*Task to carry out:* The line containing "position:absolute; left:24px; top:24px;" marks the end, so write out exactly every line from the top of the entries below through that one.

*Stored data:*
[Start of Attachment]

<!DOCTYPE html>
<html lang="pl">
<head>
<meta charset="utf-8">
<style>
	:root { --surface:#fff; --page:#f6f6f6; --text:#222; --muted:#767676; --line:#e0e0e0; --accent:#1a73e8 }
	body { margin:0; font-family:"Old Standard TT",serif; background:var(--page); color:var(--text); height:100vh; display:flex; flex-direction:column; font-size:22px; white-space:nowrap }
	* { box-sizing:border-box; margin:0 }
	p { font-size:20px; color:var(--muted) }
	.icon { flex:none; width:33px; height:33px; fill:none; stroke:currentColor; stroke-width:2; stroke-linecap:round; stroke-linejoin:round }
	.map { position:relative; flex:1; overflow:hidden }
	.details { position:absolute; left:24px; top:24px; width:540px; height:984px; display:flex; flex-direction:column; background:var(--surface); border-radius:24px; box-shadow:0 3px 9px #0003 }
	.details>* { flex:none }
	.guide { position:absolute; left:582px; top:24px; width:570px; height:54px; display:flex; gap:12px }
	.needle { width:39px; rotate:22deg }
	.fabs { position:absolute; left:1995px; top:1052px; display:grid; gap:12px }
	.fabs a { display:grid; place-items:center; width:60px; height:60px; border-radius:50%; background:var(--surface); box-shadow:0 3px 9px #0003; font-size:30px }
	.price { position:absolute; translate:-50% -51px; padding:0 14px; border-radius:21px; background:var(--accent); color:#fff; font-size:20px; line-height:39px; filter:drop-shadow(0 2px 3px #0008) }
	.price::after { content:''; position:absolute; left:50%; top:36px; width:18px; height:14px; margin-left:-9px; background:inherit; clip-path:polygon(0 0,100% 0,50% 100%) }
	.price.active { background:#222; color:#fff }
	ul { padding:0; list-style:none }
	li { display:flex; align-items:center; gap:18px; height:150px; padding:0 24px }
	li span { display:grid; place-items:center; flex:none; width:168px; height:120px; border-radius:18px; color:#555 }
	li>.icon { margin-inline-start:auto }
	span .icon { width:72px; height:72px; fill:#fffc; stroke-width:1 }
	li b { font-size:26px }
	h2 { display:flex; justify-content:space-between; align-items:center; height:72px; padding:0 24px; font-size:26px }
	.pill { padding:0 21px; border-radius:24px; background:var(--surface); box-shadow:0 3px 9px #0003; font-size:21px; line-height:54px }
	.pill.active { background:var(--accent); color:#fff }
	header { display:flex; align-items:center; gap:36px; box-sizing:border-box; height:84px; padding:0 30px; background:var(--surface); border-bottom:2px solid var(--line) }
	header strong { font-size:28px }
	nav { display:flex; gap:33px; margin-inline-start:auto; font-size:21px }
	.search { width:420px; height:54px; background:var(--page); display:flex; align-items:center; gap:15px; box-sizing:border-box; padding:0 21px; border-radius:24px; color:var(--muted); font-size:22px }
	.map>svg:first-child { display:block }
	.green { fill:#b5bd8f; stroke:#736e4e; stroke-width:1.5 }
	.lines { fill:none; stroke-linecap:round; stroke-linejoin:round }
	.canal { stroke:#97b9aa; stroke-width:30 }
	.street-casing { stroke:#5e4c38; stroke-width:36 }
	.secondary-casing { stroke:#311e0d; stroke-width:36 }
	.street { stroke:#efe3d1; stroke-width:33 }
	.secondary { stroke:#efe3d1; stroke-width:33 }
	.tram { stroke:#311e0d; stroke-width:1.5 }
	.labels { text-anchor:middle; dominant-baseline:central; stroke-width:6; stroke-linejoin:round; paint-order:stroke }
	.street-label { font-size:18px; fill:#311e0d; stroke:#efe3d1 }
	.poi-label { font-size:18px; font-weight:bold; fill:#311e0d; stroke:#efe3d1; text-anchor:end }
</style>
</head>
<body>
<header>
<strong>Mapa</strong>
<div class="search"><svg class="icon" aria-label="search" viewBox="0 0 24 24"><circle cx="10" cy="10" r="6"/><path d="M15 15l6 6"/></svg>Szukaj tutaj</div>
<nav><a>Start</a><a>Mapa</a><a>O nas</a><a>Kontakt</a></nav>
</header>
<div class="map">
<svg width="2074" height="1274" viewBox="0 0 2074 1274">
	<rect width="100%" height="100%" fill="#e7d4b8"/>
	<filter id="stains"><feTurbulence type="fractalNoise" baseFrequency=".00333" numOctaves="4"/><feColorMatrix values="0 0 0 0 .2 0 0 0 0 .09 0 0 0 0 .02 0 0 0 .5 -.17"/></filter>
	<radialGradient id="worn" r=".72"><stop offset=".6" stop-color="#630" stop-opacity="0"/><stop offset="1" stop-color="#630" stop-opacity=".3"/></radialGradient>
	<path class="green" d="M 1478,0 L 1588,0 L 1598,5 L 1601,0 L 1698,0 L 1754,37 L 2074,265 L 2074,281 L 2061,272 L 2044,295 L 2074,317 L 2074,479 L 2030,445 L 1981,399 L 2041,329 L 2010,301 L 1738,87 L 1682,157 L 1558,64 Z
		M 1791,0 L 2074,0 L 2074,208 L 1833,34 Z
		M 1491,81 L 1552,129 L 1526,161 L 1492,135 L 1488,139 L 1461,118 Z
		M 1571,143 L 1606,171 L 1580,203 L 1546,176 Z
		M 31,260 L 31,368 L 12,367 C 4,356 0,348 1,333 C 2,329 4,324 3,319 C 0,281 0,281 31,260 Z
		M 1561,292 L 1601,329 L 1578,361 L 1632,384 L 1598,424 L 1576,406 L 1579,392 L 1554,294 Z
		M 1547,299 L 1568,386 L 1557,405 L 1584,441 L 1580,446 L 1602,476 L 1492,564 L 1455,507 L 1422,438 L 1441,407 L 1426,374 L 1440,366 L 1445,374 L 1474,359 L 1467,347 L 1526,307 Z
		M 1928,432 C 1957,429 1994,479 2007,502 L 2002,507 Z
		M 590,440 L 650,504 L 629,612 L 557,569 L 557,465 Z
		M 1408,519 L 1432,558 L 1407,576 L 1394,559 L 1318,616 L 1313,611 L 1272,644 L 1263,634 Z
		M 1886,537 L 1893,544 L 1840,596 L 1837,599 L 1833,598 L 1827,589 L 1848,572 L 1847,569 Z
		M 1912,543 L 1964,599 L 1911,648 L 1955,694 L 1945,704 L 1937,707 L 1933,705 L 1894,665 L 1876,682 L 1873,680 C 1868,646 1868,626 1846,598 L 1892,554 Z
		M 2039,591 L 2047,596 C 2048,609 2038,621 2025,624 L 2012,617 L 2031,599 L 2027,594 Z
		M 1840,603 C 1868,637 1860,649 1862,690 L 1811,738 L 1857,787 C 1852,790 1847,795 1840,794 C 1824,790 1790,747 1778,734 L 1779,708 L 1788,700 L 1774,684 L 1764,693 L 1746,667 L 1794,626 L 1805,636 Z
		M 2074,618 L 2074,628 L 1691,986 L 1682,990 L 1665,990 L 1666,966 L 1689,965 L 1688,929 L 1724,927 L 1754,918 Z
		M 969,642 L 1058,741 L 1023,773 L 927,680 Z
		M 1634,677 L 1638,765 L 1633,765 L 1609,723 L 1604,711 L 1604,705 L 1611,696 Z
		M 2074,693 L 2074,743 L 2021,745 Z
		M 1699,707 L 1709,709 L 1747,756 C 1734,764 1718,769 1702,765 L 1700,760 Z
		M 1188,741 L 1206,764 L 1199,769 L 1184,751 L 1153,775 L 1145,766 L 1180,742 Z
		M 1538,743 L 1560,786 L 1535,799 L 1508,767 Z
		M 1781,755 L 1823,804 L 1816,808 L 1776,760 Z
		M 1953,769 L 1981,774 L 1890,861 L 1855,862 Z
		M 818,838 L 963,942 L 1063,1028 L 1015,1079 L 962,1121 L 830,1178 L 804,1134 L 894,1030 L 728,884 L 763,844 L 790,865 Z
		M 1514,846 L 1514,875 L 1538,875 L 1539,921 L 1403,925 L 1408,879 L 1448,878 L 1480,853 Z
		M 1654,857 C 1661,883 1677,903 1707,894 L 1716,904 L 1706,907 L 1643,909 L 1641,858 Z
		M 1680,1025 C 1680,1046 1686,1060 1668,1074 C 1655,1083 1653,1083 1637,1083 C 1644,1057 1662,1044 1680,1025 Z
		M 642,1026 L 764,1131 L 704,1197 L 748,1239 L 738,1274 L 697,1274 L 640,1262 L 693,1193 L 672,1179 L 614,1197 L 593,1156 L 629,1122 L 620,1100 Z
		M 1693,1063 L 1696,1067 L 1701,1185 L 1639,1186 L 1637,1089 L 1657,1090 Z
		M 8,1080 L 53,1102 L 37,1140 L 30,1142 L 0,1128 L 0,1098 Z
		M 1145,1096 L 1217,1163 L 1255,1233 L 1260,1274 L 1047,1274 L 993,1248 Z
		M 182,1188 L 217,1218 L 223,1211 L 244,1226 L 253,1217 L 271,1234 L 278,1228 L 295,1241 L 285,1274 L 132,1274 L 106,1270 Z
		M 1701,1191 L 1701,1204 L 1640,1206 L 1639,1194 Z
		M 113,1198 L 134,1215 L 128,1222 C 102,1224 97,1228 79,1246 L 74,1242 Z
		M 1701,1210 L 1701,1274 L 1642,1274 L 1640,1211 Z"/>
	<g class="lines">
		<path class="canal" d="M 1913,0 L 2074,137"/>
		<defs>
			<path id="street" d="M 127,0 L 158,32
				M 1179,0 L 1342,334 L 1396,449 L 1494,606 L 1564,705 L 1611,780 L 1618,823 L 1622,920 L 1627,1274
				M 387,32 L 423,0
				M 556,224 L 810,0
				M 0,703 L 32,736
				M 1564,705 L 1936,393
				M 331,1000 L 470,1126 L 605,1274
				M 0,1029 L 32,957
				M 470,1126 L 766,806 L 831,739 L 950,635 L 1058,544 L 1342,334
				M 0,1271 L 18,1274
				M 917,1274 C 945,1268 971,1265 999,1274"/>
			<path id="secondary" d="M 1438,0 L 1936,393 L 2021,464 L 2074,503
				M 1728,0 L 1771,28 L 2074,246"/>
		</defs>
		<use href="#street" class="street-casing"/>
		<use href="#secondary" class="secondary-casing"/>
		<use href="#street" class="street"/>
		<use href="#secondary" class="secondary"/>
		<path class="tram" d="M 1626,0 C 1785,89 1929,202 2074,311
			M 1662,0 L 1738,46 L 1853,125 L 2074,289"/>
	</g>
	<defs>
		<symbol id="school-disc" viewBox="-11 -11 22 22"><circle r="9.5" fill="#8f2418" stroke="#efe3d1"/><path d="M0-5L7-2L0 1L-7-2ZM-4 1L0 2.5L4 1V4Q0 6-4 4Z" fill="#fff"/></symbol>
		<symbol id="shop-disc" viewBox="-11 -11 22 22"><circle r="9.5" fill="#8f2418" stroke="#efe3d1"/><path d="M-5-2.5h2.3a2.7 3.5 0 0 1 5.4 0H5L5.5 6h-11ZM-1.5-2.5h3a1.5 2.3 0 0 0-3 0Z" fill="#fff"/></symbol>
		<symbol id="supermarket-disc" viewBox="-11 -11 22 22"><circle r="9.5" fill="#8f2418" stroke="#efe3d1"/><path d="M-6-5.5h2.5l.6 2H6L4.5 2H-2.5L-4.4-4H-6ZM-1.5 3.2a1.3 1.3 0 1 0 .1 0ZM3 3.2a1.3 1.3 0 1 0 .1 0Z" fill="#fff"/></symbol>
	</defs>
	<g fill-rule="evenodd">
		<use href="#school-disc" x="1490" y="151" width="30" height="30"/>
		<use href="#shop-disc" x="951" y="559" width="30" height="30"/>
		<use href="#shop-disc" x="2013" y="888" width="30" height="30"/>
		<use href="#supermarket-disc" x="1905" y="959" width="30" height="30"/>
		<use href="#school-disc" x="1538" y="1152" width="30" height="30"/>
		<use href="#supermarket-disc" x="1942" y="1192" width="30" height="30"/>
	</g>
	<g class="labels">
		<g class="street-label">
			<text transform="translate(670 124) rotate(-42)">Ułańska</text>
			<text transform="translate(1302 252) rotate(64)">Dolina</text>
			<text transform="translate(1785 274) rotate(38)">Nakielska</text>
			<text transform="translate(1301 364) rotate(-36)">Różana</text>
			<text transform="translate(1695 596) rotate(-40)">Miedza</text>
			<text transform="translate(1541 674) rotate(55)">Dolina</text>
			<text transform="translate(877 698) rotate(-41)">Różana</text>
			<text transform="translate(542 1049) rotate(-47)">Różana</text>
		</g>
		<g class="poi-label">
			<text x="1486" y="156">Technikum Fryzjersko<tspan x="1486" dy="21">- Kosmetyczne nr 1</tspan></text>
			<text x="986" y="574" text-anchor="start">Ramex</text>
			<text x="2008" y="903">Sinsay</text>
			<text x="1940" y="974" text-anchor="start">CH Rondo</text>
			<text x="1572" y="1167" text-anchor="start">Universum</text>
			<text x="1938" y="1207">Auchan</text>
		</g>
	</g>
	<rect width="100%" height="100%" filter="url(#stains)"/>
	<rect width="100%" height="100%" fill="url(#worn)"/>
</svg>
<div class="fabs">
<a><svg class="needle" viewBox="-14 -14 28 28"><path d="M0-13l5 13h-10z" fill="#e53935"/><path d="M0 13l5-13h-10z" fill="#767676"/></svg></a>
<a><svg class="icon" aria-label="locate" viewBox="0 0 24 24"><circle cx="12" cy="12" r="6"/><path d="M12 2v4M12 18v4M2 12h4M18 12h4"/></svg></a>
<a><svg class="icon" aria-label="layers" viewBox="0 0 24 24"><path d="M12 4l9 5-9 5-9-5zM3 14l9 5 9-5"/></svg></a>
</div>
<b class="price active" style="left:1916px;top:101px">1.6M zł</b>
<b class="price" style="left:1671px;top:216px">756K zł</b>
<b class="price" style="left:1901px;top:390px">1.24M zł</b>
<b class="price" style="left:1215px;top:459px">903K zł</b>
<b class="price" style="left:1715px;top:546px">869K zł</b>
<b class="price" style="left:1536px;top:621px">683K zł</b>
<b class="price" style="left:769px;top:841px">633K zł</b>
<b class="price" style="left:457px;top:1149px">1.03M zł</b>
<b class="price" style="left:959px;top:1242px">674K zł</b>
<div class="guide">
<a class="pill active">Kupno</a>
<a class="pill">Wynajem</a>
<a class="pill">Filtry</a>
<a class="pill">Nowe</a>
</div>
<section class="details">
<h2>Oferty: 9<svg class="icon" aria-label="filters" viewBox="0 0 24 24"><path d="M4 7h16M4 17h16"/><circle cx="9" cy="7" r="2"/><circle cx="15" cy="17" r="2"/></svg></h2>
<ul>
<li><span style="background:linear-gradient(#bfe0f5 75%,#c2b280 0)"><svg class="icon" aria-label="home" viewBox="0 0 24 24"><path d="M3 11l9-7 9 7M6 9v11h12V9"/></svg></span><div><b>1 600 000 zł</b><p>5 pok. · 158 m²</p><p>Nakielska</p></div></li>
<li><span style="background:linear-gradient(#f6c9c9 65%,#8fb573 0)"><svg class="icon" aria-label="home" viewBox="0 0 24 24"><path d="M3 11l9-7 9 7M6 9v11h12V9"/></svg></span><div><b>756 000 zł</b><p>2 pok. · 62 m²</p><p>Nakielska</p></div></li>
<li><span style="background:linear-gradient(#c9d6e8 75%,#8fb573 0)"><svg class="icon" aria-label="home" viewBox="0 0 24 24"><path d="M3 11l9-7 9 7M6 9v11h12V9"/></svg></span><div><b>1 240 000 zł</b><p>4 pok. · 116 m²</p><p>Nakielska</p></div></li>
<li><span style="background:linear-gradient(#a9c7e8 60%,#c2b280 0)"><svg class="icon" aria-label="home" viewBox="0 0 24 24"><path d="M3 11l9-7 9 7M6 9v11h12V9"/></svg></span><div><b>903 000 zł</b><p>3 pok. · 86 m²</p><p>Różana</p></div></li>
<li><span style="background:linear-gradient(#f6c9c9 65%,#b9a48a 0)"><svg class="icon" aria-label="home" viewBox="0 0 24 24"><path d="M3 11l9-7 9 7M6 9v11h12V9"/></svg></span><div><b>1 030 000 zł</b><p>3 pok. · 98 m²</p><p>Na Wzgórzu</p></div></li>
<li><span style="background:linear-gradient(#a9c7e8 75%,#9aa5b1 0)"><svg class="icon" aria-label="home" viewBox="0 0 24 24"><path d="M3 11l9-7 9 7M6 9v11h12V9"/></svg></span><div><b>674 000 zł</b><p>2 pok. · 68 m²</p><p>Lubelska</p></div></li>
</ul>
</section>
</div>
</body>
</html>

[End of Attachment]

*Task output:*
<!DOCTYPE html>
<html lang="pl">
<head>
<meta charset="utf-8">
<style>
	:root { --surface:#fff; --page:#f6f6f6; --text:#222; --muted:#767676; --line:#e0e0e0; --accent:#1a73e8 }
	body { margin:0; font-family:"Old Standard TT",serif; background:var(--page); color:var(--text); height:100vh; display:flex; flex-direction:column; font-size:22px; white-space:nowrap }
	* { box-sizing:border-box; margin:0 }
	p { font-size:20px; color:var(--muted) }
	.icon { flex:none; width:33px; height:33px; fill:none; stroke:currentColor; stroke-width:2; stroke-linecap:round; stroke-linejoin:round }
	.map { position:relative; flex:1; overflow:hidden }
	.details { position:absolute; left:24px; top:24px; width:540px; height:984px; display:flex; flex-direction:column; background:var(--surface); border-radius:24px; box-shadow:0 3px 9px #0003 }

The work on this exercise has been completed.